The two women have been meeting every few weeks since the fall of 2022. Like any pair of friends, they discuss everything that’s going on in their lives and families, as well as current events and their favorite spots in the city. But unlike most friendships, there’s a 56-year age gap between the two: Zaretsky, a Holocaust survivor and retired radiation oncologist, is 85, while Crandell, a software engineer, is 29.

“We just talk,” Zaretsky told the New York Jewish Week as she poured tea for Crandell and a reporter. “Whatever comes into our head.”

“She knows all about my dating life,” Crandell added. “I get a lot of advice, which is helpful.”

The pair were matched through the “Caring Calls” initiative, a flagship program of the Wechsler Center for Modern Aging at the Marlene Meyerson JCC Manhattan on the Upper West Side. The program was created during the pandemic to help seniors combat isolation. It enlists some 130 volunteers to reach out to everyone over 70 who has attended any type of program or event at the JCC in recent years. Most of the check-ins happen over the phone: Volunteers call a few times a year to say hello and offer everything from tech support to grocery shopping assistance.

“We want to be there for our community as folks age,” Susan Lechter, the director of the Wechsler Center, told the New York Jewish Week. “No one should be lonely in this world. If we can make a difference in any way, we want to be there for our community.”

And some of these relationship blossom into something deeper.
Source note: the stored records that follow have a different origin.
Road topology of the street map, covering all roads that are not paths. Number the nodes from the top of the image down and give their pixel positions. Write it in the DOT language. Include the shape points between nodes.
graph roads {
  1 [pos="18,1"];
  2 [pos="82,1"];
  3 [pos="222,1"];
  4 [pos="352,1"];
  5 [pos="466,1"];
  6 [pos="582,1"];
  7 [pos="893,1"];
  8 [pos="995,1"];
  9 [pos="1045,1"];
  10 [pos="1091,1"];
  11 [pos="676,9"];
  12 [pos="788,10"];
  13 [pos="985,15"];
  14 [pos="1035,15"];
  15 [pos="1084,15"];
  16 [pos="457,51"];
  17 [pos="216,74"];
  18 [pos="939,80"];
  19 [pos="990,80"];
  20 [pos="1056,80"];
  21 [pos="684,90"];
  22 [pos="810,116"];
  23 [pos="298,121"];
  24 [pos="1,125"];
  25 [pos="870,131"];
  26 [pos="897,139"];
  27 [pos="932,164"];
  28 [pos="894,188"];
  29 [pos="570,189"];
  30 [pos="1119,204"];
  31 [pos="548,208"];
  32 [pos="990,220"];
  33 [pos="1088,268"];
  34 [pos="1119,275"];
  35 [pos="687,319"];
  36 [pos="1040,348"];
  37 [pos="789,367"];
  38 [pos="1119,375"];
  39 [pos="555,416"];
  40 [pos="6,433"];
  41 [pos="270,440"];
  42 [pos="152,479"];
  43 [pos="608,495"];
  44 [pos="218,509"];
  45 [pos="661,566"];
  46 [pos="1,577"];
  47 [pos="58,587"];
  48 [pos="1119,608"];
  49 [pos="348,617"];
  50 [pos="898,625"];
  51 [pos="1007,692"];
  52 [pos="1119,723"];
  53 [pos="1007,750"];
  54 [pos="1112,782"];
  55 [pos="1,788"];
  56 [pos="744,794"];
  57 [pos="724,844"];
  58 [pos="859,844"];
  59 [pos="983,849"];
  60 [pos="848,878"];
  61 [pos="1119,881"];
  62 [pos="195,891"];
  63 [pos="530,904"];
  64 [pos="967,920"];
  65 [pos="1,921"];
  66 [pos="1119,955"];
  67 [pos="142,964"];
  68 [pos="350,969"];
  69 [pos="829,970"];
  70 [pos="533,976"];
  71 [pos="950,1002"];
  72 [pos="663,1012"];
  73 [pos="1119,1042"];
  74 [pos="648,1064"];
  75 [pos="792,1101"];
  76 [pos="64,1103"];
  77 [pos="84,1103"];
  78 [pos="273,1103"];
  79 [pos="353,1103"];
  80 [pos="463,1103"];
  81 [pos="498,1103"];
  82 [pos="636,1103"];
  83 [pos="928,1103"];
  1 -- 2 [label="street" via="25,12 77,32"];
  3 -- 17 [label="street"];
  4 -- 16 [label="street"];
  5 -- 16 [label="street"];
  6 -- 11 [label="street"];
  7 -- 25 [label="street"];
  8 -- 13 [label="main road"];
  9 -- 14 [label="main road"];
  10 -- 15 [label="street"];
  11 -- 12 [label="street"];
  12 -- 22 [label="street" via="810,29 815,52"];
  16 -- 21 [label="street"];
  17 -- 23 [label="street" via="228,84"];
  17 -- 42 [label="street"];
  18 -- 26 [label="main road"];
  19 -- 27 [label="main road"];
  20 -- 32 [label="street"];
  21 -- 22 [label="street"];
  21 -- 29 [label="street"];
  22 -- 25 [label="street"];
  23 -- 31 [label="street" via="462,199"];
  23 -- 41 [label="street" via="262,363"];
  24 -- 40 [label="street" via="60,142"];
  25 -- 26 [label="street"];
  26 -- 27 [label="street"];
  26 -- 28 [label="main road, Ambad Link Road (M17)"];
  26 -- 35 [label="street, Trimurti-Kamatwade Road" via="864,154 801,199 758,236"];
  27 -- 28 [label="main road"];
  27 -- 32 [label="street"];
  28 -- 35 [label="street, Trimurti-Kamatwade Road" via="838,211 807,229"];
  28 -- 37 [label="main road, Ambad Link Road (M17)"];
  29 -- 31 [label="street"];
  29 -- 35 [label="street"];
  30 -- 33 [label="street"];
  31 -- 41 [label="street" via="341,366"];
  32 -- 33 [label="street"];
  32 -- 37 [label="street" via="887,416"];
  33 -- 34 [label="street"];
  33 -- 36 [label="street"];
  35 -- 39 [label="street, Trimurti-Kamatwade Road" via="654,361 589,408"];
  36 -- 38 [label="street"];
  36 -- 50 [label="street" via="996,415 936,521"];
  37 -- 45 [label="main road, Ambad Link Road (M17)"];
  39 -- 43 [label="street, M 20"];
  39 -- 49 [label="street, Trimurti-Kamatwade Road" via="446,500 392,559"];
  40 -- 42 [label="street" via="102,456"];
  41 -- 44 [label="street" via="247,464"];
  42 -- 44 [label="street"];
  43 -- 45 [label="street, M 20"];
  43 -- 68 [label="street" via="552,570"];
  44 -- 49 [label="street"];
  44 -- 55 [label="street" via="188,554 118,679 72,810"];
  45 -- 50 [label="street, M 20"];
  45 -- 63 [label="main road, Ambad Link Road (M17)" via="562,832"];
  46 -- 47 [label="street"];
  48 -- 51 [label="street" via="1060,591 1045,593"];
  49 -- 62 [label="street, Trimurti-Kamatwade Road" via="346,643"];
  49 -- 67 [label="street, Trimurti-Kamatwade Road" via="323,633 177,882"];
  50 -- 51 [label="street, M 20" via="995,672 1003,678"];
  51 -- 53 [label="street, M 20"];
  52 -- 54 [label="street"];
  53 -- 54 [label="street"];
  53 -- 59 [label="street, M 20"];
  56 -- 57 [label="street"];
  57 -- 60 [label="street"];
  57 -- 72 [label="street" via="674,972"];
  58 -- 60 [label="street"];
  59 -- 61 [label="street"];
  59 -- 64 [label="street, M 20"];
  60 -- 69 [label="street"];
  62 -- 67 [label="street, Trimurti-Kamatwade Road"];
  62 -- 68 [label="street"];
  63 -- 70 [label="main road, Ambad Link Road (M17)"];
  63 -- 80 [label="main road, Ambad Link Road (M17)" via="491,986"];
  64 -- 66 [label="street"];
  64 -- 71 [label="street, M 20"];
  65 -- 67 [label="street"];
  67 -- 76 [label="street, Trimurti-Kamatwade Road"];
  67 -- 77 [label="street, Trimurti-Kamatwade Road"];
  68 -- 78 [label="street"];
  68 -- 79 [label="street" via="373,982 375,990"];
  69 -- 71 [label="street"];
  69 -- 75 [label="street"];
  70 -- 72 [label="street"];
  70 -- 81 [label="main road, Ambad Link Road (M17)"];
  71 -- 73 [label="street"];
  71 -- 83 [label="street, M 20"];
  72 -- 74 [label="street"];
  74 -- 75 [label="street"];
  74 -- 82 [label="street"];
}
Seniors can request a “buddy” for regular phone calls; according to the Wechsler Center, there have been 140 “buddy” matches so far.

When Zaretsky first heard from Caring Calls last fall, she had a specific request: She wanted to be matched with a young person as a buddy. “I talk to old people and I’m tired of hearing about all the issues and problems with aging,” Zaretsky quipped. “I have my own issues; I don’t want to hear anybody else’s.”

Given that most of the Caring Calls volunteers are middle-aged or older adults, Lechter knew exactly whom to tap: Crandell, who was living by herself in a fifth-floor walkup on the Upper East Side, having arrived in New York via California during the Omicron wave of January 2022. In order to meet new friends, Crandell had enrolled in intramural soccer at the JCC, and she also had inquired about volunteer opportunities there.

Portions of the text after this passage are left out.